Likewise, hiring is vitally important and requires thick skin. At Circle of Moms, we’d reach out to dozens of top candidates and usually hear nothing in response. I’d spend a full day at Stanford pitching our company to CS undergrads — far more tiring than any day I’d ever spent coding. After several months, we’d finally find one good candidate and make him an offer. When he’d instead choose to work for another startup — whose name was well-known to TechCrunch readers but whose vision we didn’t quite get — it was hard to avoid getting flustered.
Raising capital almost invariably features many rejections from investors, even with companies that become very successful. We experienced periods where our traction was good and fundraising was almost too easy (we turned down money from one VC because we saw he hadn’t even bothered to sign up for our product), but we also failed in several attempts to close a larger venture round. It’s easy to see a lack of fundraising progress as a company (and personal) failure: if you can’t raise a lot of capital, there must be something wrong with you.
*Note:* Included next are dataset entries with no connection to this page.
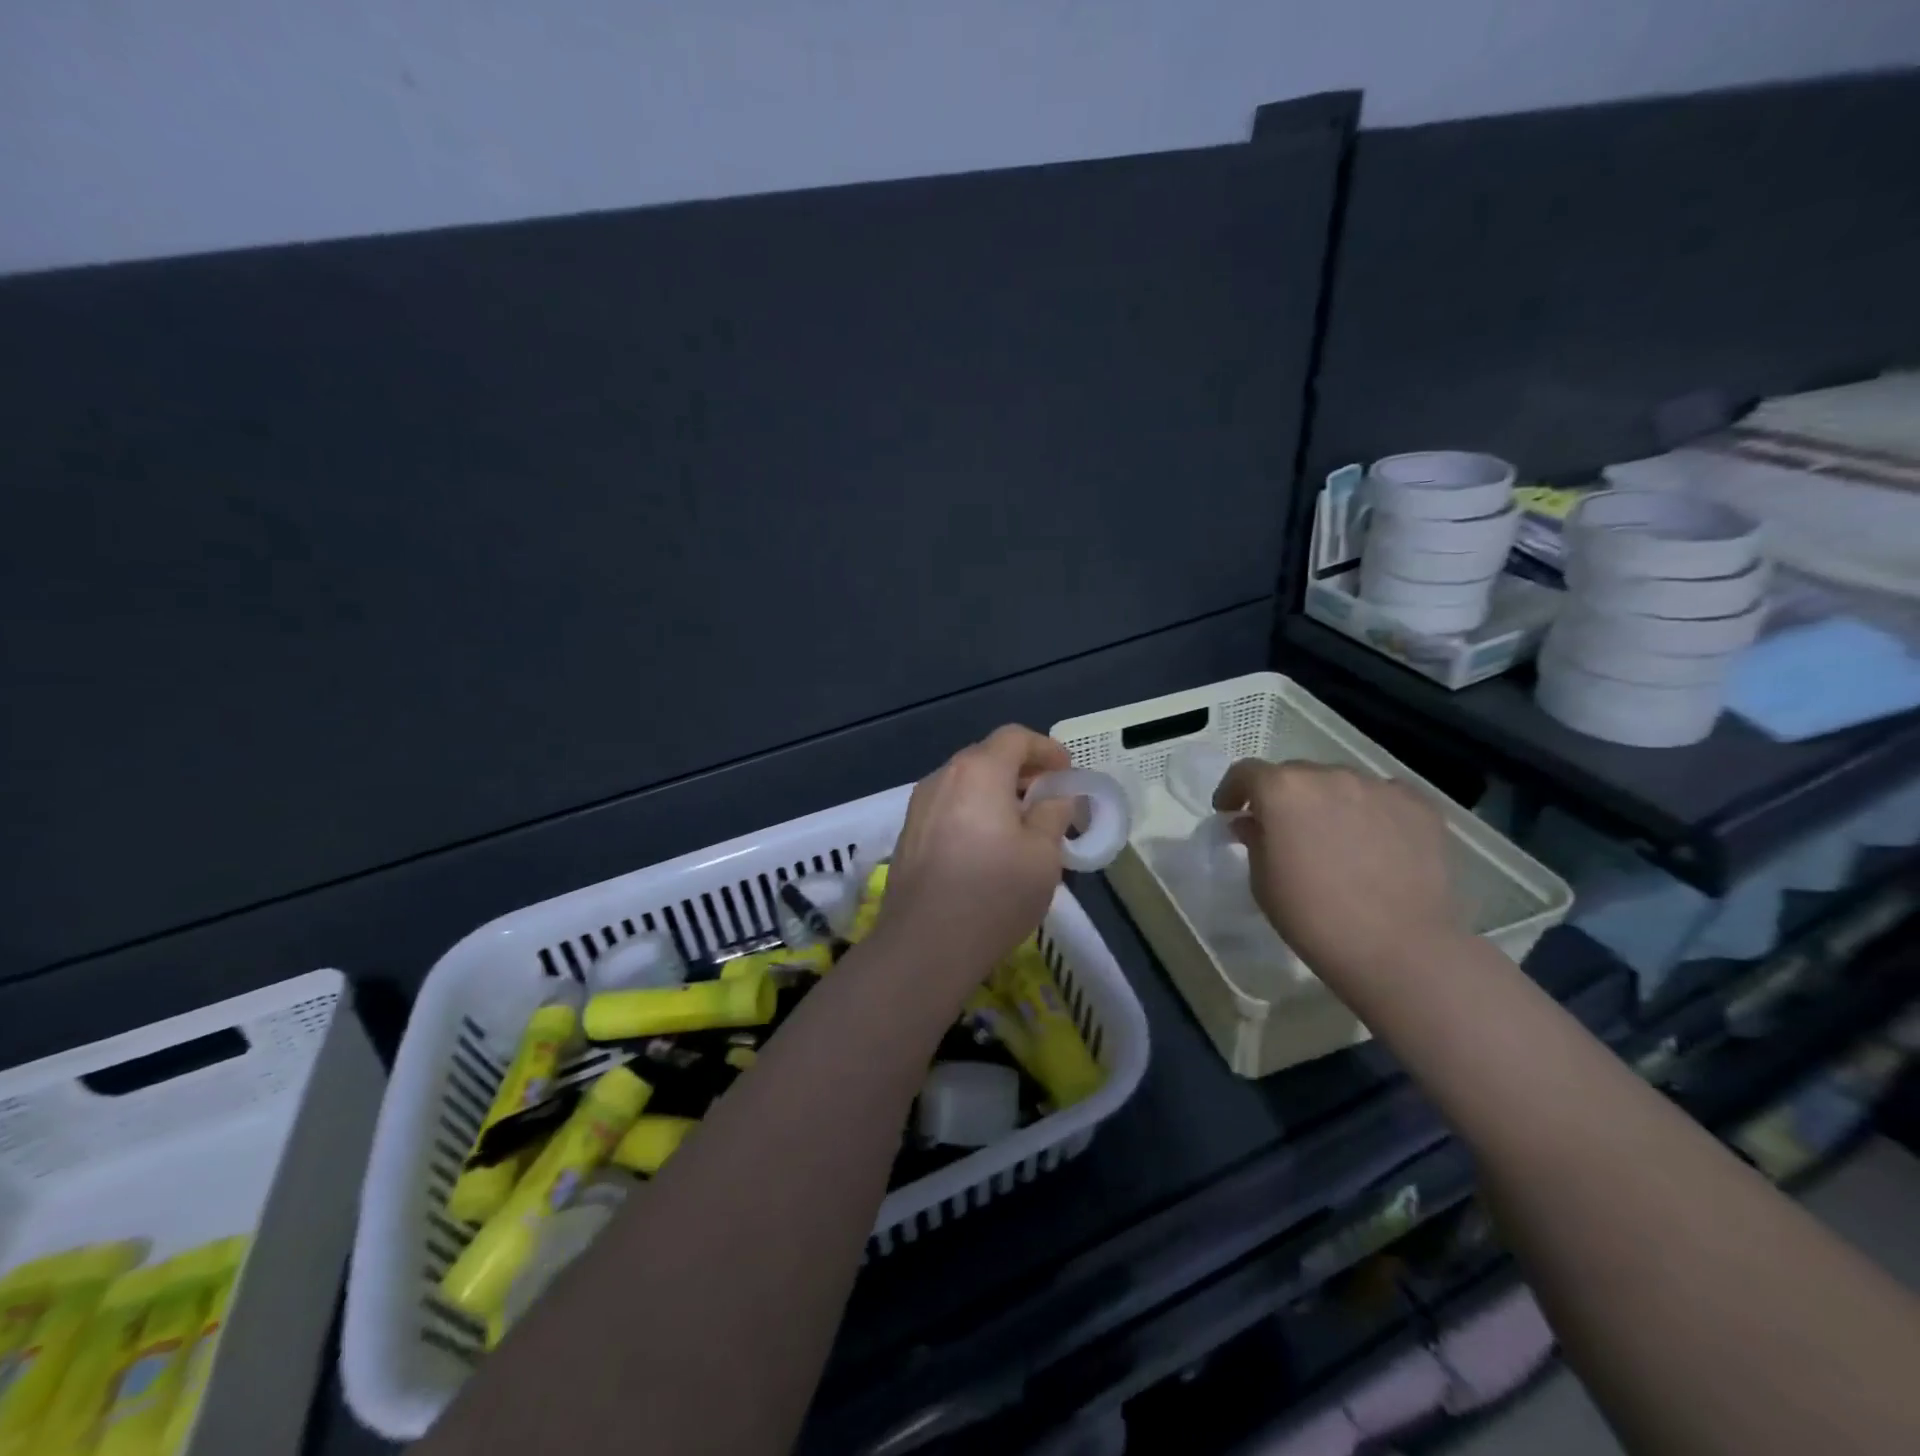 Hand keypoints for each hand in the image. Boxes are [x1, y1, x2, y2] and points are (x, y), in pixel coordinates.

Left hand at [875, 725, 1077, 997]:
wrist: (924, 945)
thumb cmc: (994, 893)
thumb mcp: (1043, 854)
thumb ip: (1053, 814)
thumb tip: (1056, 797)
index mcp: (978, 771)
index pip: (1015, 738)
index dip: (1045, 748)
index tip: (1067, 771)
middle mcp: (943, 778)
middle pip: (986, 756)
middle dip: (1021, 770)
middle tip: (1048, 797)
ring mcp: (919, 806)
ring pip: (965, 783)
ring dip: (995, 792)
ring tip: (1021, 823)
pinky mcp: (909, 835)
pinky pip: (948, 807)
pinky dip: (973, 811)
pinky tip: (987, 846)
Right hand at [1212, 760, 1457, 984]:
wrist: (1399, 949)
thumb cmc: (1313, 917)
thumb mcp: (1263, 882)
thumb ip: (1254, 840)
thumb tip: (1254, 823)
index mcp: (1283, 790)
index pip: (1247, 772)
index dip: (1233, 790)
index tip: (1230, 811)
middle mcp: (1330, 776)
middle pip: (1296, 774)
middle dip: (1283, 797)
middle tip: (1284, 830)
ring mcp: (1379, 788)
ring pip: (1341, 784)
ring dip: (1328, 802)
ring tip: (1334, 838)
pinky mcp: (1419, 806)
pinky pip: (1383, 798)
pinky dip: (1370, 812)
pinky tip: (1375, 844) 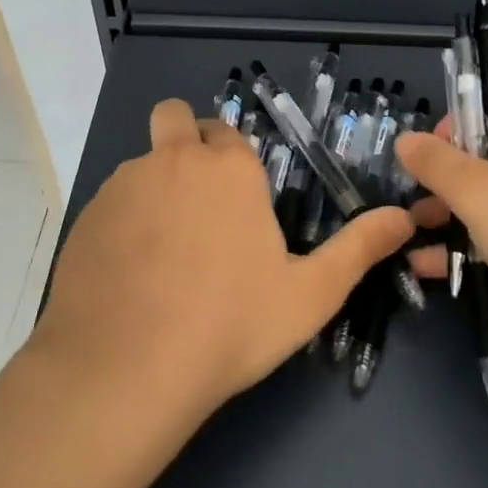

As a techie individual contributor in a larger company, I could go to work everyday and execute 99% predictably. As a founder, I had to find ways to plead your case over and over — to employees, investors, candidates, advertisers, users — and I got rejected a lot. For an introvert, the amount of pleading and subsequent rejection came as quite a shock.
As a founder, you need to be prepared for this sort of rejection. It should affect you: if it doesn’t, it means you don’t care enough and should be doing something else. But a rejection of your company is a (hopefully) rational move by someone else, and it’s not a reflection on you as a founder or an individual. Don’t take it personally.
Of course, the founder/non-founder divide I describe doesn’t need to be binary: non-founders can and do sometimes work like the founder I describe above. A number of the top people at Circle of Moms took ownership and were truly wrapped up in the company’s success, and that helped us immensely. And those are the best people to have on your team.
Founder or not, taking ownership and repeatedly putting yourself in front of the world to be judged is difficult. But ultimately, it’s a tremendous way to learn, grow, and succeed.